The most dignified of the three, as a sign of amity, and to show that he contemplated no violence, none of the old leaping and tearing in the fold, laid himself down on the grass, quite at his ease, his companions doing likewise, and preserving this attitude of graceful repose, when their superior, slowly rising, advanced a little in front of the line of rams, as if to address them ; upon which there was a movement among them of one step to the rear, and then a halt, and eyes right as before.

And now, after a little phthisical coughing, the venerable stranger said, not in the sweetest tones certainly—shepherds' dogs would have been shocked to hear such barking—“Be under no apprehension, my good friends.

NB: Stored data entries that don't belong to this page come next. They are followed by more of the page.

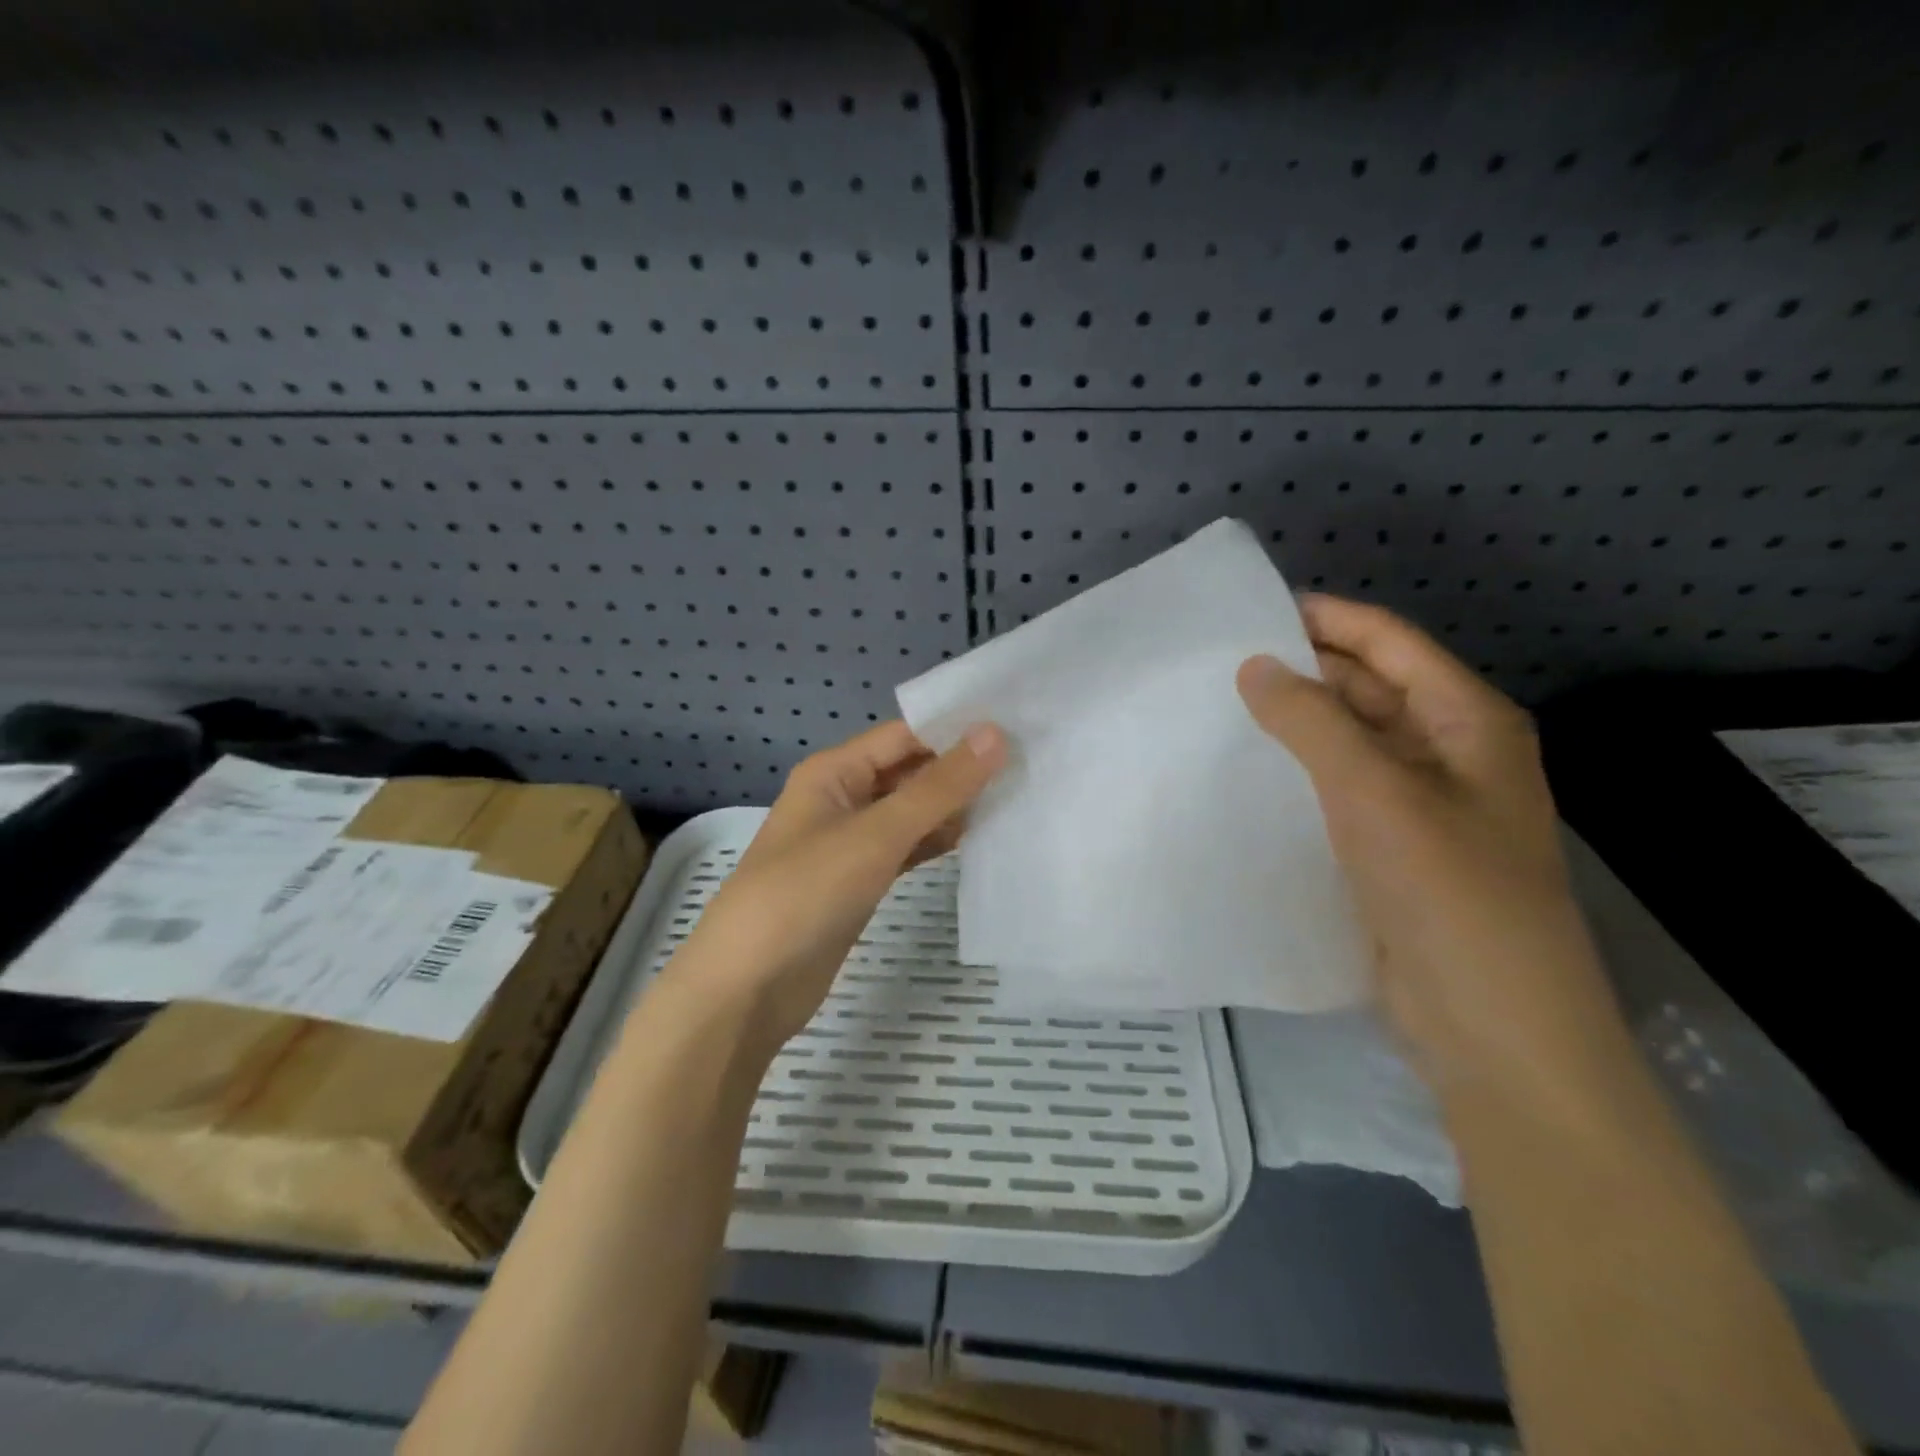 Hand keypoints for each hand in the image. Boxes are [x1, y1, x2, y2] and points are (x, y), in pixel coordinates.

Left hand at [666, 720, 1007, 1054]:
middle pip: (910, 771)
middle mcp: (843, 797)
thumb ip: (939, 787)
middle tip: (1031, 762)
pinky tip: (980, 840)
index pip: (905, 735)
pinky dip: (938, 842)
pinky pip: (907, 848)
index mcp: (835, 771)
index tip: (1018, 726)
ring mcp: (852, 842)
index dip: (956, 729)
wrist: (749, 986)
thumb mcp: (876, 833)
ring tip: (1019, 796)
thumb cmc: (806, 892)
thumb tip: (995, 733)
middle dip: (962, 768)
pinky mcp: (861, 880)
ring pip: (912, 812)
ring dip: (955, 807)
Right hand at [1237, 596, 1632, 1101]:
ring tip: (1222, 709)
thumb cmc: (1448, 894)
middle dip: (1304, 669)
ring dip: (1298, 723)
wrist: (1492, 1029)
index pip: (1388, 642)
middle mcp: (1450, 752)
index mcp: (1467, 721)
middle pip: (1371, 687)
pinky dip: (1300, 773)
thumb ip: (1311, 720)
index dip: (1325, 618)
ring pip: (1351, 741)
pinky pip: (1340, 790)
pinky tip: (1250, 774)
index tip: (1249, 611)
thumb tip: (1253, 664)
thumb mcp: (1375, 792)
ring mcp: (1423, 805)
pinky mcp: (1394, 849)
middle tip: (1220, 663) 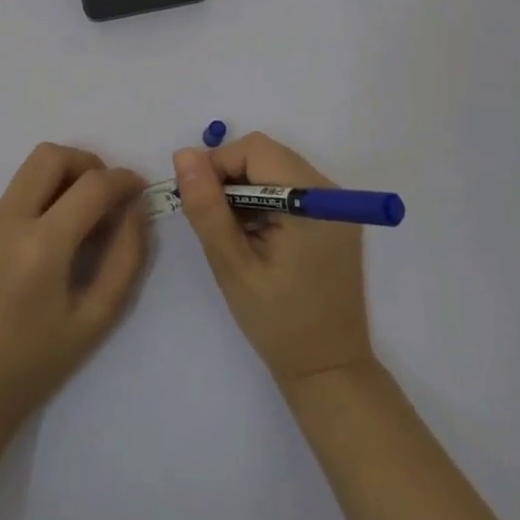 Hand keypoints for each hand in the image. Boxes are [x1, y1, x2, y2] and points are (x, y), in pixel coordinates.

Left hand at [0, 143, 149, 432]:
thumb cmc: (36, 364)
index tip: (141, 190)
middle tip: (109, 195)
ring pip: (32, 168)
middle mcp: (10, 221)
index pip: (91, 185)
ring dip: (66, 174)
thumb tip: (136, 210)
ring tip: (87, 213)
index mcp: (41, 245)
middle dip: (89, 163)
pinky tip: (59, 233)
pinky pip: (19, 191)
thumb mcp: (96, 318)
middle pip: (51, 156)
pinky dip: (46, 192)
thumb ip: (125, 258)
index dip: (123, 180)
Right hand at [174, 132, 373, 389]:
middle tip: (212, 220)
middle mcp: (330, 191)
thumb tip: (184, 155)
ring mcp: (335, 205)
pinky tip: (255, 236)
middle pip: (267, 155)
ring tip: (234, 233)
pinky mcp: (333, 218)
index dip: (219, 164)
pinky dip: (264, 200)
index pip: (256, 150)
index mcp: (310, 200)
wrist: (329, 370)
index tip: (197, 200)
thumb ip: (207, 208)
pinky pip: (290, 187)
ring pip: (276, 168)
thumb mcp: (232, 265)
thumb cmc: (277, 322)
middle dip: (230, 176)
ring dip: (246, 189) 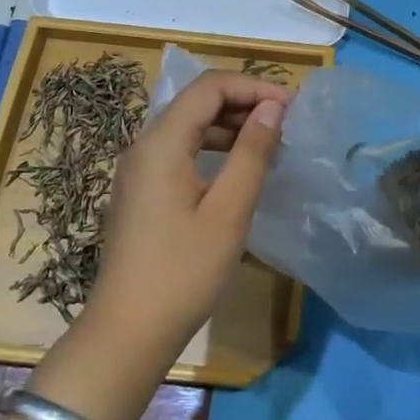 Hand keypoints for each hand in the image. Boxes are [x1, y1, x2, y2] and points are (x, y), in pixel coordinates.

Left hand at [86, 70, 291, 364]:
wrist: (127, 332)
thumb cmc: (183, 271)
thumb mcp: (228, 211)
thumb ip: (252, 153)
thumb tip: (272, 108)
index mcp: (162, 142)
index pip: (210, 87)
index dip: (254, 87)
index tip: (292, 108)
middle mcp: (144, 145)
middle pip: (197, 101)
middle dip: (244, 103)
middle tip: (287, 125)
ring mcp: (139, 168)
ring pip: (190, 125)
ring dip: (231, 125)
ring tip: (271, 144)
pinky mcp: (142, 190)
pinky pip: (181, 149)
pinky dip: (214, 147)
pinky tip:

You have nothing to fear from us!” He was assured by acclamation that Highlanders knew not fear, so he proceeded: “I come an ambassador from my tribe— of peace to you, of war only to the Lowlanders.” There was immediately vociferous bleating, which did not subside till he cried, “Hear me, for I will speak!” There was then a general call for silence, those who most demanded it and commanded it making the most noise, when he proceeded: “My people—I shall not be believed, it may be, when I say it—my people, of gentler natures than shepherds say they are, and more benevolent—my people have seen with sorrow, shaking their heads at it as sad to see, the perpetual petty war waging between the Highland and the Lowland races of sheep—a wasting war—a useless war—a war without the honours, though it has all the horrors of war—a war without end or aim, still beginning, and never ending. As a neutral nation between the high and low contending parties, it is a cause of continual disquiet to us, who love to live at peace.—Ay, I see how incredulously you hear me talk of peace ; but Wolves are not what they were: we are a changed people—and, let me say it, changed for the better—since a patriarch among our tribes, dying, prophesied that, if we quitted not our predatory habits, lived harmless lives, left

* Chasing the wild deer, and following the roe,"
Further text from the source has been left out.